Последний месяц года
Шрифт:
Шервуд знал, что Грузино — центр военных поселений. По службе ему приходилось бывать в подобных поселениях, но то, что он увидел в Грузино, поразило его.
Поселение тянулось на многие версты. Такая правильность и единообразие во всем, что невозможно было отличить одно село от другого.
Одинаковые розовые домики стояли ровно, как солдаты в строю. Улицы казались бесконечными. По всему пути аллеи тощих берез, одинаково подстриженные. Крылечки все красные, мостики зеленые. Чисто, гладко, словно
Все должно было быть одинаковым в военных аракчеевских поселениях. Шервуд вспомнил правила, которые ему приходилось изучать. Тончайшие правила на все: какими должны быть метелки, коими улицы подметаются. О стеклах оконных правила. И о свиньях правила. Работы земледельческие тоже по правилам: мужики по ротам расписаны, острижены, обриты, одеты в мундиры. В мундирах под звук барабана выходят пахать. Под команду капрала идут за сохою, вытянувшись, как будто маршируют. Маршируют и на гумнах, где каждый день происходят учения.
Детей с шестилетнего возраста одевали в мундиры. Вот и сейчас, завидев коляску с фельдъегерем, маленькие солдатики вытягивались во фрунт и тоненькими голосами выкрикивали:
— Здравия желаем!
Шервуд заглядывал в окна, мелькавшие мимо, и там видел такое же единообразие — одинаково расположенные комнаты, одинаковую мебель, выкрашенную в дикий кирпичный цвет.
Жизнь в домах тоже расписана: в какие часы открывать и закрывать форточки, когда мести комнаты, когда обмывать младенцев.
Шервуд вспомнил передававшийся из уст в уста рассказ, как однажды, когда государь император посетил Грузино и пожелал отобедать у одного из военных поселенцев, то щи подали такие жирные, а кашу такую румяную, что государь со свитой нахвалиться не мог.

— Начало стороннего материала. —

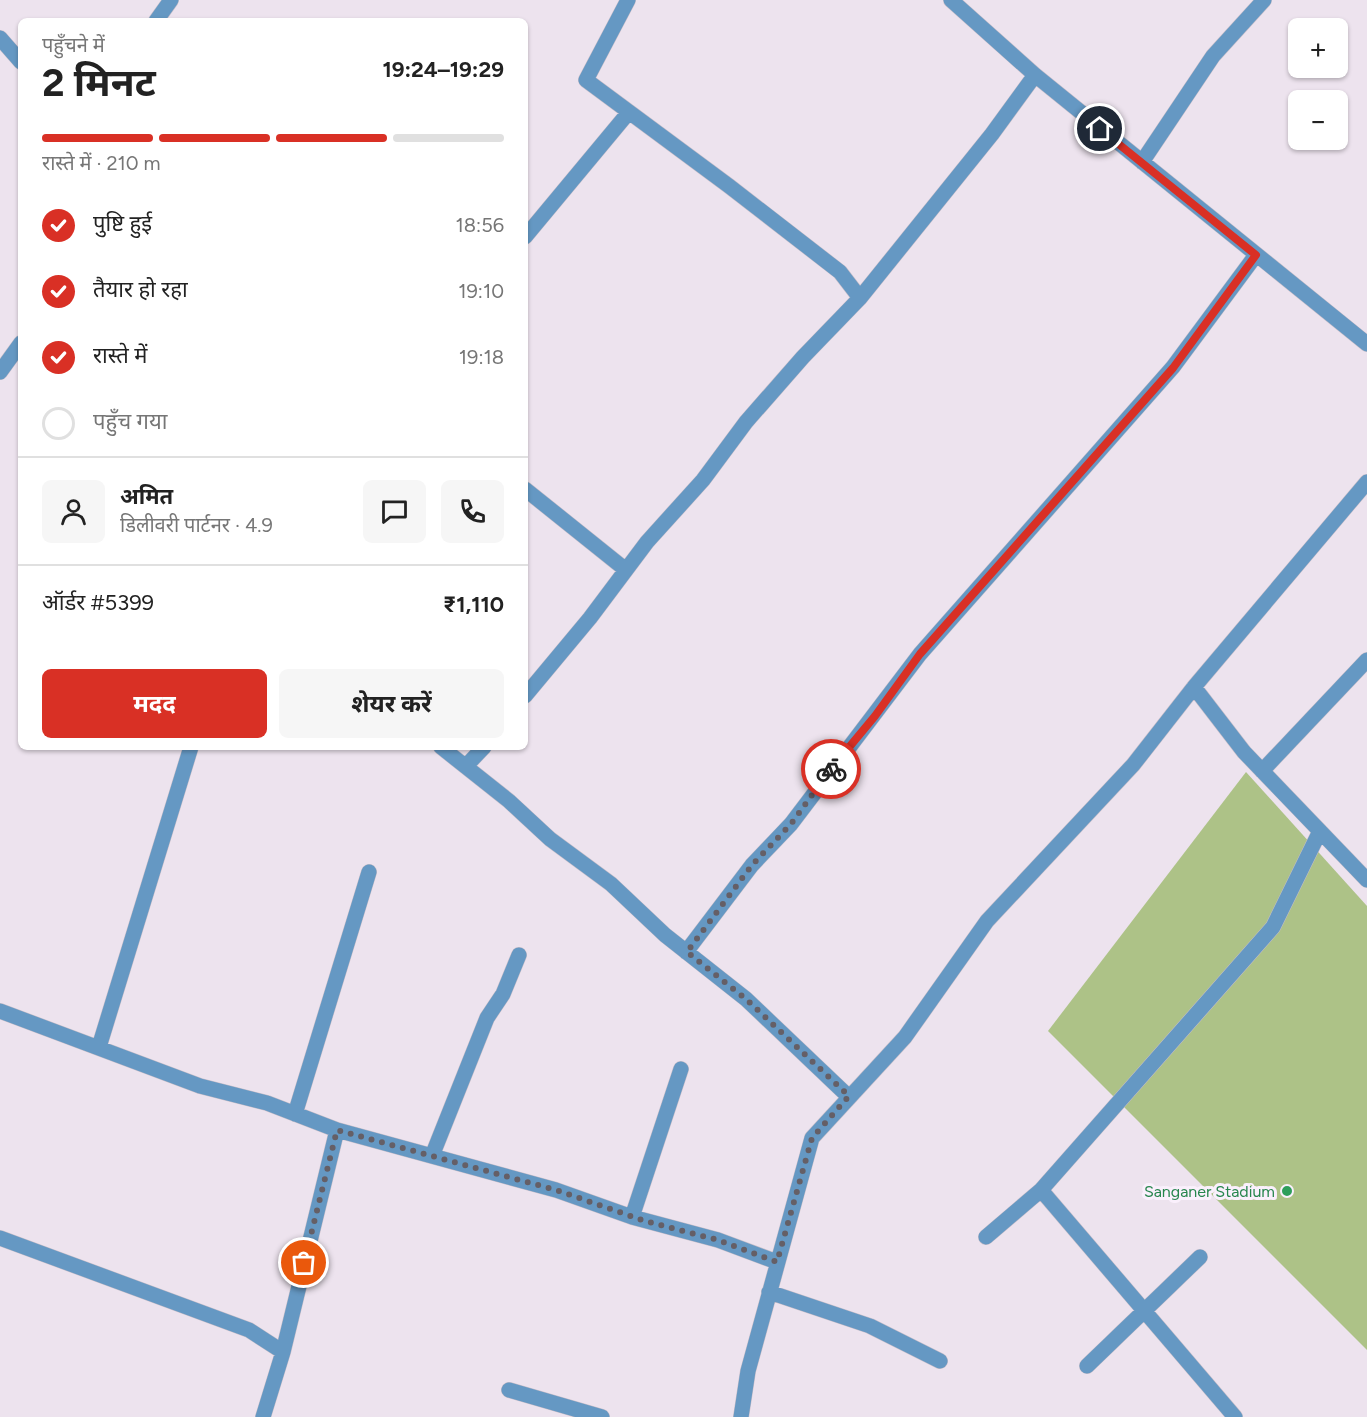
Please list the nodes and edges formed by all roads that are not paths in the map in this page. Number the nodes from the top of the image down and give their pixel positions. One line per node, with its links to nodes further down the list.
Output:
1 (171, 0): 5 (street)
2 (627, 0): 9 (street)
3 (951, 0): 8 (street)
4 (1264, 0): 10 (street)
5 (158, 18)
6 (0, 38): 7 (street)
7 (18, 59)
8 (1035, 75): 10 (street); 13 (street)
9 (629, 112): 11 (street); 13 (street)
10 (1142, 162): 12 (street)
11 (528, 233)
12 (1256, 255): 14 (street); 31 (street)
13 (860, 298): 19 (street)
14 (1367, 344)
15 (18, 347): 16 (street)
16 (0, 372)
17 (1367, 483): 21 (street)
18 (528, 491): 19 (street)
19 (626, 570): 22 (street)
20 (1367, 660): 27 (street)
21 (1194, 687): 27 (street); 36 (street)
22 (528, 692)
23 (190, 750): 34 (street)
24 (445, 750): 26 (street)
25 (481, 750): 26 (street)
26 (466, 766): 31 (street)
27 (1262, 771): 28 (street)
28 (1320, 831): 30 (street); 40 (street)
29 (369, 872): 37 (street)
30 (1367, 880)
31 (687, 952): 36 (street)
32 (519, 955): 39 (street)
33 (0, 1011): 34 (street)
34 (99, 1047): 37 (street)
35 (681, 1069): 41 (street)
36 (849, 1096): 45 (street)
37 (296, 1114): 38 (street)
38 (337, 1130): 39 (street); 48 (street)
39 (432, 1156): 41 (street)
40 (1041, 1190): 42 (street); 47 (street)
41 (632, 1217): 45 (street)
42 (986, 1237)
43 (0, 1238): 48 (street)
44 (1200, 1257): 47 (street)
45 (777, 1262): 46 (street)
46 (769, 1292): 49 (street); 54 (street)
47 (1145, 1312): 50 (street); 55 (street)
48 (283, 1352): 52 (street)
49 (940, 1361)
50 (1087, 1366)
51 (509, 1390): 53 (street)
52 (263, 1417)
53 (602, 1417)
54 (741, 1417)
55 (1235, 1417)

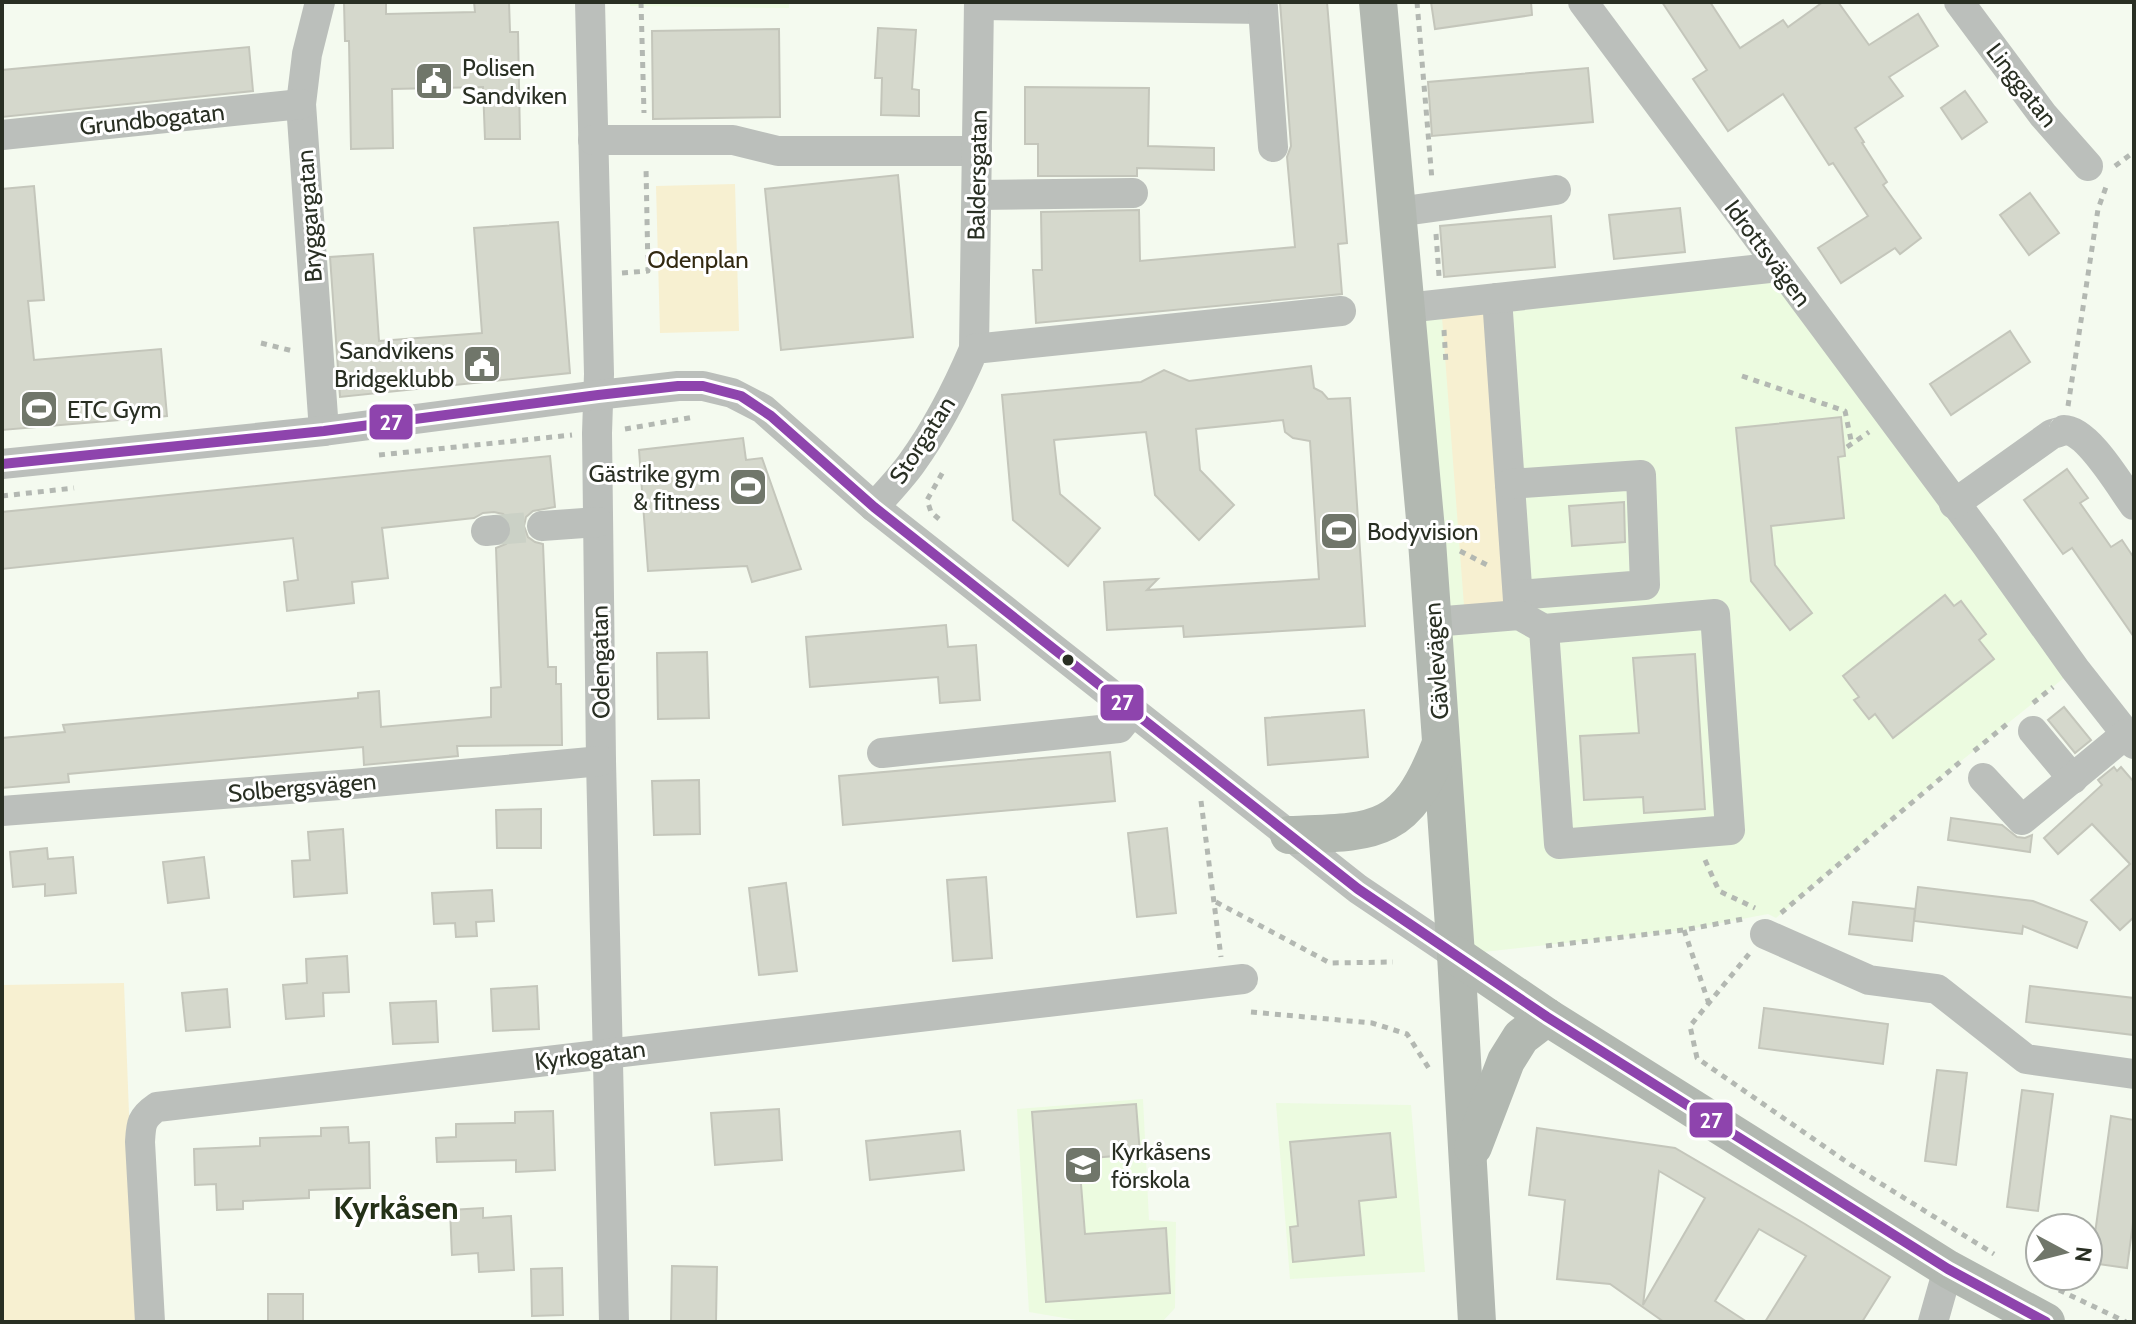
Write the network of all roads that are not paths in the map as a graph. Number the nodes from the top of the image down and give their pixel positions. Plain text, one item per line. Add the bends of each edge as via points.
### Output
1 (320, 2) edge
2 (590, 2) edge
3 (1378, 2) edge
4 (1583, 2) edge
5 (1959, 2) edge
6 (979, 4) edge
7 (1263, 6) edge
8 (301, 104) junction
9 (2, 135) edge
10 (593, 140) junction
11 (1273, 147) dead end
12 (977, 151) junction
13 (2088, 166) road end
14 (1556, 190) dead end
15 (1133, 193) dead end
16 (977, 195) junction
17 (1397, 212) junction
18 (1779, 267) junction
19 (1497, 298) junction
20 (1406, 308) junction
21 (1341, 311) dead end
22 (974, 349) junction
23 (598, 395) junction
24 (324, 431) junction
25 (2, 464) edge
26 (1510, 484) junction
27 (1954, 504) junction
28 (2134, 505) edge
29 (874, 507) junction
30 (598, 522) junction
31 (542, 526) tunnel mouth
32 (1527, 613) junction
33 (1433, 622) junction
34 (1132, 712) junction
35 (2024, 720) road end
36 (2130, 739) edge
37 (1441, 744) junction
38 (882, 753) dead end
39 (601, 761) junction
40 (1983, 778) dead end
41 (2073, 779) junction
42 (2, 811) edge
43 (1289, 835) junction
44 (1770, 922) road end
45 (1456, 955) junction
46 (1232, 980) road end
47 (1547, 1017) junction
48 (608, 1053) junction
49 (2134, 1074) edge
50 (1468, 1161) junction
51 (1948, 1269) junction
52 (2048, 1304) edge
53 (150, 1322) edge
54 (614, 1322) edge
55 (1477, 1322) edge
56 (1933, 1322) edge

1 - 8 street, Bryggargatan
2 - 10 street, Odengatan
3 - 17 main road, Gävlevägen
4 - 18 street, Idrottsvägen
5 - 13 street, Linggatan
6 - 7 street
6 - 12 street, Baldersgatan
7 - 11 street
8 - 9 street, Grundbogatan
8 - 24 street, Bryggargatan
10 - 12 street via 733,140 778,151
10 - 23 street, Odengatan
12 - 16 street, Baldersgatan
14 - 17 street
15 - 16 street
16 - 22 street, Baldersgatan
17 - 20 main road, Gävlevägen
18 - 19 street
18 - 27 street, Idrottsvägen
19 - 20 street
19 - 26 street
20 - 33 main road, Gävlevägen
21 - 22 street
22 - 29 street, Storgatan via 932,434
23 - 24 street, Storgatan
23 - 29 street, Storgatan via 703,386 741,396
23 - 30 street, Odengatan
24 - 25 street, Storgatan
26 - 32 street
26 - 32 street via 1641,475 1645,585
27 - 28 street via 2064,430 2086,440
27 - 36 street, Idrottsvägen
29 - 34 street
30 - 31 street
30 - 39 street, Odengatan
32 - 32 street via 1559,844 1730,830 1715,614
32 - 33 street
33 - 37 main road, Gävlevägen
34 - 38 street via 1119,728
34 - 43 street
35 - 41 street
36 - 41 street
37 - 43 main road via 1415,795 1402,813 1384,824 1365,831
37 - 45 main road, Gävlevägen
39 - 42 street, Solbergsvägen
39 - 48 street, Odengatan
40 - 41 street via 2022,820
43 - 45 street
44 - 49 street via 1869,980 1937,989 2026,1059
45 - 47 main road
45 - 50 main road, Gävlevägen
46 - 48 street, Kyrkogatan
47 - 50 main road via 1521,1037 1506,1061
47 - 51 main road
48 - 53 street, Kyrkogatan via 157,1107 142,1121 140,1142
48 - 54 street, Odengatan
50 - 55 main road, Gävlevägen
51 - 52 main road
51 - 56 street

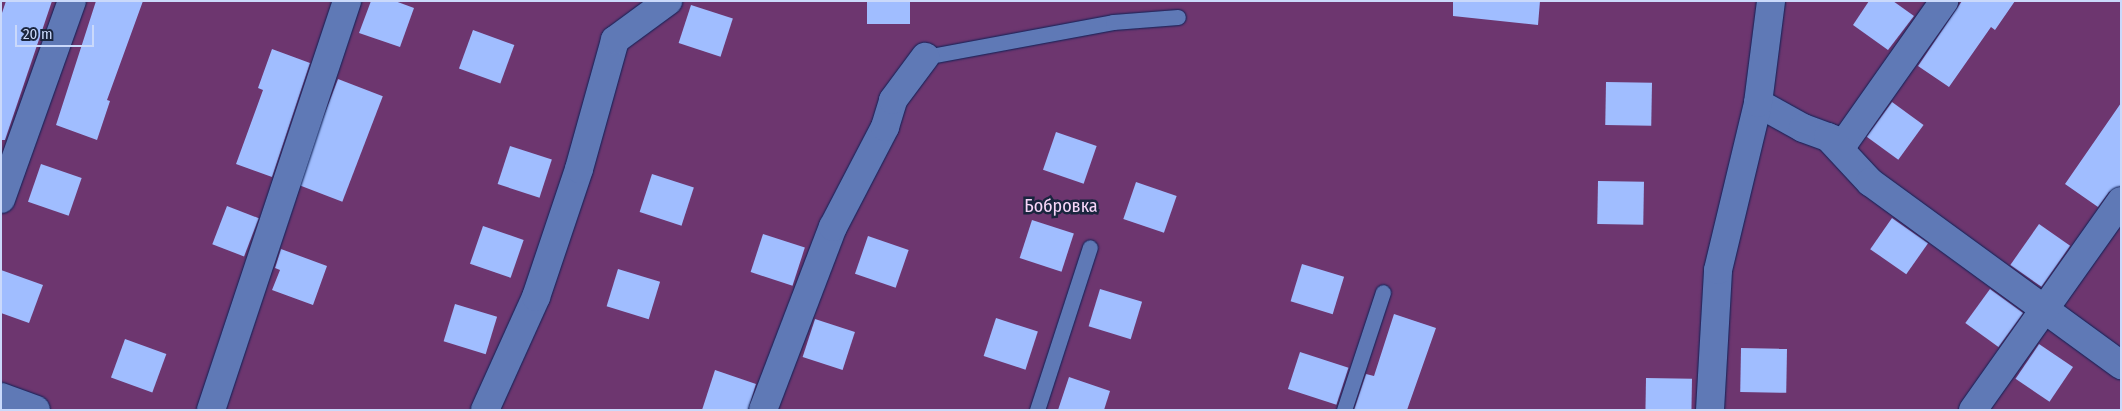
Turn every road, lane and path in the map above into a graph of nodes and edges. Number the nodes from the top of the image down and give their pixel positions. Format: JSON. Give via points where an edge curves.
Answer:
{"nodes":[{"id":1,"x":72,"y":1,"type":"edge"},
{"id":2,"x":347,"y":1,"type":"edge"},
{"id":3,"x":668,"y":1,"type":"edge"},
{"id":4,"x":1771,"y":1,"type":"edge"},
{"id":5,"x":1944,"y":1,"type":"edge"},
{"id":6,"x":1178,"y":17,"type":"dead end"},
{"id":7,"x":925,"y":57,"type":"joint"},
{"id":8,"x":1758,"y":103,"type":"junction"},
{"id":9,"x":1828,"y":138,"type":"junction"},
{"id":10,"x":1,"y":199,"type":"edge"},
{"id":11,"x":2121,"y":201,"type":"edge"},
{"id":12,"x":1090,"y":247,"type":"dead end"},
{"id":13,"x":1383,"y":292,"type":"dead end"},
{"id":14,"x":2044,"y":310,"type":"junction"},
{"id":15,"x":2121,"y":365,"type":"edge"},
{"id":16,"x":1,"y":397,"type":"edge"},
{"id":17,"x":36,"y":410,"type":"edge"},
{"id":18,"x":211,"y":410,"type":"edge"},
{"id":19,"x":485,"y":410,"type":"edge"},
{"id":20,"x":763,"y":410,"type":"edge"},
{"id":21,"x":1037,"y":410,"type":"edge"},
{"id":22,"x":1344,"y":410,"type":"edge"},
{"id":23,"x":1710,"y":410,"type":"edge"},
{"id":24,"x":1973,"y":410,"type":"edge"}],
"edges":[{"from":1,"to":10,"type":"street"},
{"from":2,"to":18,"type":"street"},
{"from":3,"to":19,"type":"street","via":[[615,40],[579,169],[536,297]]},
{"from":4,"to":8,"type":"street"},
{"from":5,"to":9,"type":"street","via":[[1844,143]]},
{"from":6,"to":7,"type":"lane","via":[[1113,22]]},
{"from":7,"to":20,"type":"street","via":[[893,100],[885,127],[833,227]]},
{"from":8,"to":9,"type":"street"},
{"from":8,"to":23,"type":"street","via":[[1718,270]]},
{"from":9,"to":14,"type":"street","via":[[1870,182]]},
{"from":11,"to":14,"type":"street"},
{"from":12,"to":21,"type":"lane"},
{"from":13,"to":22,"type":"lane"},
{"from":14,"to":15,"type":"street"},
{"from":14,"to":24,"type":"street"},
{"from":16,"to":17,"type":"street"}]}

— Нектар и амброзия! — слышались восклицания.
А потом подали жареного поросенка.
Один из флигель-адъютантов, догадавшись, что тут дело нечисто, отрезал поросенку ухо в первой избе, в пятой на то же место приставил — пока государь из дома в дом переходил, жаркое передавали по задворкам.
Мужики аллейки мели, а в поле рожь осыпалась, сено гнило. Кабаки позакрывали, а мужики с горя все равно мертвецки пьют. Кто не пьет, в уме мешается. Недаром ходит по России поговорка: «Спаси, господи, крещеный народ от Аракчеева…»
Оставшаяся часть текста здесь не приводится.